All Saints is fortunate to have a fine collection of Victorian and Edwardian stained glass, as well as Alan Younger’s outstanding example of modern work.
The east window, showing Our Lord in Glory, is in memory of George Thomas Garnett who died in 1886. It was made by Mayer & Co of Munich & London. In 1912 – many years before either of them died – the Reverend FC Green’s children presented the window in the Sanctuary to their parents memory, depicting The Charge to St Peter.
The Chancel Window
The other window in the Chancel, showing the Blessing of the Children, was erected by public subscription in memory of Thomas Taylor, Denmead’s Schoolmaster for 36 years, and first Secretary of the Church. Both these windows were made by the renowned Clayton & Bell factory.
The Chancel Window
The Assistant Keeper of the William Morris Gallery, Peter Cormack, who has a considerable knowledge of 19th century and Arts & Crafts stained glass has offered the opinion that all the Clayton & Bell windows in All Saints would have been drawn by George Daniels.
In the south wall the window closest to the Screen, depicting Joseph and Mary, commemorates John Wilkinson, a farmer of Pear Tree Cottage, Hambledon Road, and an early Church Warden who died in 1911.
Opposite the main door, in a restored window opening, which used to be the door to the 1959 Vestry, is a memorial window to William Griffin Snr, the farmer who gave the land on which All Saints’ stands. He was 78 years old when the original church was built, and died in 1883. This window, which is possibly also by Mayer of Munich, shows the Walk to Emmaus and The Ascension, and has been moved from its original position in the north east corner of the original Nave.
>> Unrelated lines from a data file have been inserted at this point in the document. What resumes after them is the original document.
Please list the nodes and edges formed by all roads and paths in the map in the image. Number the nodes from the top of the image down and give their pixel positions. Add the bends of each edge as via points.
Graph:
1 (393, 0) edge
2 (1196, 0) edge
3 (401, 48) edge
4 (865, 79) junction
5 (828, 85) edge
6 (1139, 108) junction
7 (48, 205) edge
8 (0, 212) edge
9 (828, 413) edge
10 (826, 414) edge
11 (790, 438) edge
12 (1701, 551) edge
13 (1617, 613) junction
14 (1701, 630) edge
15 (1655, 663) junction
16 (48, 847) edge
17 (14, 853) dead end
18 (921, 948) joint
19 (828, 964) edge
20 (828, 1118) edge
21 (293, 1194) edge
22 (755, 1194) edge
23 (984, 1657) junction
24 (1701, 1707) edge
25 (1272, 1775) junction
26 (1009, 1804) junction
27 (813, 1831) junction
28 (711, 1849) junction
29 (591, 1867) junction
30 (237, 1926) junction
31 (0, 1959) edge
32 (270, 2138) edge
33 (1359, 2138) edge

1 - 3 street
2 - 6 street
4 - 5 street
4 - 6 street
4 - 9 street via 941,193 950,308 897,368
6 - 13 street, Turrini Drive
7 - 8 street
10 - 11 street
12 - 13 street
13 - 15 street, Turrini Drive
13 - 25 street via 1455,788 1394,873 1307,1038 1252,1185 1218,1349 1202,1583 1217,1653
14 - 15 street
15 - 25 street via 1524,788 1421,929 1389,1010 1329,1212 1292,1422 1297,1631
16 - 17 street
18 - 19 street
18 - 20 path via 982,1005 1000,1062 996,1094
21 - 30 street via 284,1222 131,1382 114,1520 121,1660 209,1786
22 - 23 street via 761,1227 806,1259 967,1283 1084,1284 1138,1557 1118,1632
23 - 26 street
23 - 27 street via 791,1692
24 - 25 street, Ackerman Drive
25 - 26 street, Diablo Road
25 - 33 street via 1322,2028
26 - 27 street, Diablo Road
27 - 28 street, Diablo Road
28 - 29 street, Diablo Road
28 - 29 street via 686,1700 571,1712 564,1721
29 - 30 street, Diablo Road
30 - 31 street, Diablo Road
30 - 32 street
The Clayton & Bell windows depicting Zacharias and Elizabeth, above the Font in the West wall, commemorate Gertrude Arbuthnot who died in 1918; she was the daughter of the Reverend FC Green. In preparation for installation of the organ, they were moved in 1998, from their original position in the centre of the South wall, as a memorial to the parents of two parishioners.
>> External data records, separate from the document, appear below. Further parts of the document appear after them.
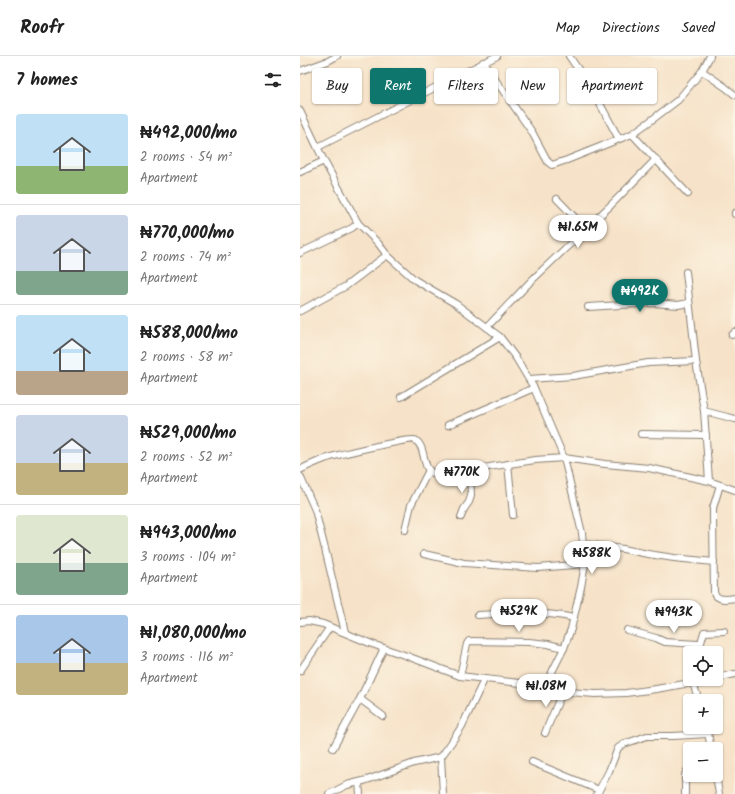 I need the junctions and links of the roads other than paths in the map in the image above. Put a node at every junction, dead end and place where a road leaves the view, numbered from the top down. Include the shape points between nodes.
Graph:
1 (338, 56) edge
2 (497, 56) edge
3 (569, 56) edge
4 (710, 56) edge
5 (483, 62) junction
6 (300, 71) edge
7 (702, 71) junction
8 (735, 95) edge
9 (300, 111) edge
10 (632, 134) junction
11 (619, 139) junction
12 (318, 147) junction
13 (656, 159) junction
14 (324, 161) junction
15 (300, 172) edge
16 (688, 194) dead end
17 (557, 199) dead end
18 (358, 223) junction
19 (586, 229) junction
20 (300, 253) edge
21 (387, 255) junction
22 (686, 272) dead end
23 (689, 303) junction
24 (588, 307) dead end
25 (300, 311) edge
26 (487, 327) junction
27 (500, 337) junction
28 (696, 361) junction
29 (528, 379) junction
30 (534, 388) junction
31 (401, 398) dead end
32 (704, 411) junction
33 (735, 420) edge
34 (448, 425) dead end
35 (641, 434) dead end
36 (706, 435) junction
37 (564, 458) junction
38 (508, 464) junction
39 (300, 470) edge
40 (428, 470) junction
41 (470, 470) junction
42 (300, 476) edge
43 (709, 481) junction
44 (720, 485) junction
45 (735, 490) edge
46 (513, 515) dead end
47 (461, 517) dead end
48 (405, 530) dead end
49 (583, 544) junction
50 (424, 554) dead end
51 (714, 562) junction
52 (585, 564) junction
53 (735, 598) edge
54 (478, 615) dead end
55 (574, 618) junction
56 (300, 622) edge
57 (330, 627) junction
58 (627, 630) dead end
59 (724, 631) dead end
60 (345, 632) junction
61 (700, 646) joint
62 (384, 648) junction
63 (564, 648) junction
64 (300, 671) edge
65 (735, 674) edge
66 (460, 676) junction
67 (723, 677) edge
68 (484, 680) junction
69 (683, 684) edge
70 (545, 686) junction
71 (563, 690) junction
72 (360, 698) junction
73 (383, 716) dead end
74 (545, 733) dead end
75 (708, 734) joint
76 (710, 742) edge
77 (332, 748) dead end
78 (441, 757) junction
79 (532, 762) dead end
80 (359, 782) junction
81 (685, 782) edge
82 (717, 782) edge
83 (598, 792) edge
84 (328, 794) edge
85 (360, 794) edge
86 (443, 794) edge
87 (685, 794) edge
88 (718, 794) edge

1 - 6 street
2 - 5 street
3 - 11 street via 594,90
4 - 7 street
5 - 11 street via 532,132 550,164
5 - 12 street
7 - 8 street
7 - 10 street via 678,100
9 - 12 street
10 - 11 street
10 - 13 street
12 - 14 street
13 - 16 street
13 - 19 street
14 - 15 street
14 - 18 street
17 - 19 street
18 - 20 street
18 - 21 street
19 - 26 street
21 - 25 street via 346,286
21 - 26 street via 415,280 456,304
22 - 23 street
23 - 24 street via 678,306 654,303
23 - 28 street
26 - 27 street
27 - 29 street
27 - 31 street
28 - 29 street via 648,363 573,376
28 - 32 street
29 - 30 street
30 - 34 street
30 - 37 street
32 - 33 street
32 - 36 street
35 - 36 street
36 - 43 street
37 - 38 street
37 - 43 street via 649,468
37 - 49 street
38 - 41 street
38 - 46 street
39 - 40 street via 324,459 412,439 419,444
40 - 41 street via 437,474
40 - 48 street via 411,505
41 - 47 street via 471,496
42 - 60 street via 315,510
43 - 44 street
44 - 45 street
44 - 51 street via 713,508
49 - 51 street
49 - 52 street
50 - 52 street via 464,563 538,568
51 - 53 street via 716,597
52 - 55 street
54 - 55 street via 557,615
55 - 63 street
56 - 57 street via 315,622
57 - 60 street
57 - 64 street
58 - 61 street via 664,642 693,643
59 - 61 street via 704,632
60 - 62 street
62 - 66 street
62 - 72 street
63 - 66 street via 529,642 469,641
63 - 70 street
65 - 67 street
66 - 68 street
68 - 70 street
68 - 78 street via 452,744
69 - 71 street via 626,693 594,694
70 - 71 street
71 - 74 street
72 - 73 street
72 - 77 street
75 - 76 street
75 - 83 street via 647,736 624,744 618,748
78 - 80 street via 414,763
78 - 86 street
79 - 83 street
80 - 84 street
80 - 85 street
81 - 87 street
82 - 88 street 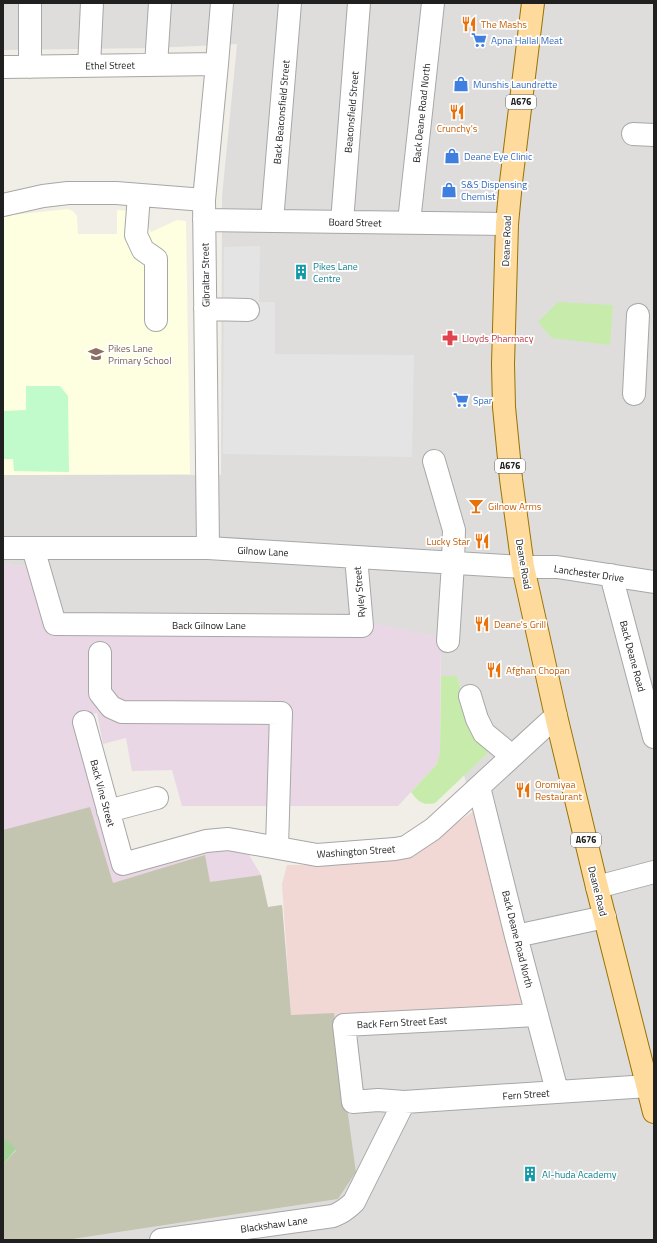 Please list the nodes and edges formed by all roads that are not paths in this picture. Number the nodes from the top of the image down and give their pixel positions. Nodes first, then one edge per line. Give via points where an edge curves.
1 (30, 3) edge
2 (92, 3) edge
3 (160, 3) edge
4 (222, 3) edge
5 (290, 3) edge
6 (359, 3) edge
7 (433, 3) edge
8 (534, 3) edge
9 (217, 64) junction
10 (156, 65) junction
11 (30, 66) junction
12 (89, 66) junction
13 (3, 67) edge
14 (139, 196) junction
15 (3, 204) edge
16 (204, 210) junction
17 (272, 221) junction
18 (342, 222) junction
19 (409, 222) junction
20 (507, 224) junction
21 (205, 309) junction
22 (248, 310) dead end
23 (156, 320) dead end
24 (643, 328) edge
25 (634, 394) dead end
26 (434, 461) dead end
27 (3, 548) edge
28 (33, 548) junction
29 (208, 548) junction
30 (356, 557) junction
31 (453, 562) junction
32 (523, 567) junction
33 (611, 575) junction
34 (654, 582) edge
35 (362, 626) joint
36 (448, 640) dead end
37 (100, 653) dead end
38 (470, 696) dead end
39 (556, 716) junction
40 (84, 722) dead end
41 (654, 736) edge
42 (512, 756) junction
43 (479, 787) junction
44 (157, 798) dead end
45 (108, 811) junction
46 (277, 847) junction
47 (123, 864) joint
48 (654, 872) edge
49 (597, 887) junction
50 (605, 917) junction
51 (516, 936) junction
52 (537, 1015) junction
53 (648, 1086) junction
54 (557, 1091) junction
55 (353, 1102) joint
56 (404, 1102) junction
57 (654, 1112) edge
58 (161, 1240) edge

1 - 11 street
2 - 12 street
3 - 10 street
4 - 9 street, Gibraltar Street
5 - 17 street, Back Beaconsfield Street
6 - 18 street, Beaconsfield Street
7 - 19 street, Back Deane Road North
8 - 20 main road, Deane Road / A676
9 - 10 street, Ethel Street
9 - 16 street, Gibraltar Street
10 - 12 street, Ethel Street
11 - 12 street, Ethel Street
11 - 13 street, Ethel Street
14 - 15 street, Board Street via 116,193 68,193
14 - 16 street, Board Street
14 - 23 street via 136,235 143,250 156,259
16 - 17 street, Board Street
16 - 21 street, Gibraltar Street
17 - 18 street, Board Street
18 - 19 street, Board Street
19 - 20 street, Board Street
20 - 32 main road, Deane Road / A676 via 504,407
21 - 22 street
21 - 29 street, Gibraltar Street via 215,383
24 - 25 street
26 - 31 street via 439,509 454,530
27 - 28 street, Gilnow Lane
28 - 29 street, Gilnow Lane
28 - 35 street, Back Gilnow Lane via 55,624
29 - 30 street, Gilnow Lane
30 - 31 street, Gilnow Lane
30 - 35 street, Ryley Street
31 - 32 street, Gilnow Lane
31 - 36 street
32 - 33 street, Lanchester Drive via 557,567
32 - 39 main road, Deane Road / A676
33 - 34 street, Lanchester Drive
33 - 41 street, Back Deane Road
37 - 46 street via 100,693 111,707 122,712 281,713
38 - 42 street via 484,733
39 - 42 street, Washington Street
39 - 49 main road, Deane Road / A676
40 - 45 street, Back Vine Street
42 - 43 street, Washington Street
43 - 46 street, Washington Street via 433,829 406,847 395,850 317,855
43 - 51 street, Back Deane Road North
44 - 45 street
45 - 47 street, Back Vine Street
46 - 47 street, Washington Street via 228,839 206,841
48 - 49 street
49 - 50 main road, Deane Road / A676
50 - 51 street
50 - 53 main road, Deane Road / A676
51 - 52 street, Back Deane Road North
52 - 54 street, Back Deane Road North
52 - 55 street, Back Fern Street East via 344,1025
53 - 54 street, Fern Street
53 - 57 main road, Deane Road / A676
54 - 56 street, Fern Street
55 - 56 street, Fern Street
56 - 58 street, Blackshaw Lane via 354,1202 338,1214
Denmead Village War Memorial Window
The window closest to the door is the village war memorial. It was resolved in April 1917 that a window be erected at the end of the First World War “to the memory of those who have fallen”. This Clayton & Bell window representing Christ’s Resurrection, was restored in 1997 and moved from its original position in the centre of the north wall to its present position in the south wall. Either side of the window are the memorial brasses to the dead of two World Wars. George Cleeve’s name was added to the World War I plate in 1995 by his descendants. His family could not at first accept that he was dead, and would not permit his name to be included on the original monument.
It is normal to find village war memorials where four times as many lives were lost in World War I as in World War II. Hambledon’s numbers are 33 and 8. It is interesting to note that in Denmead there are 23 names on the First World War plate and 26 names on the Second. This shows that Denmead’s population grew between 1918 and 1939 by a factor of four – a contributory reason for the need to extend the Church in 1996.
The North Wall
This stained glass was designed by Alan Younger (1933-2004), one of the foremost stained glass artists of the era.
The theme of the whole design is the Trinity. The small top window represents God the Father, with the central circle illustrating eternity. The right-hand window depicts God the Son, and shows Christ on the Cross, with six stars representing six of the twelve apostles. The left-hand window represents God the Holy Spirit, and shows a descending dove and the other six stars for the other six Apostles.
A fuller description of the artist’s thoughts about the design of these windows can be found at the back of the Church.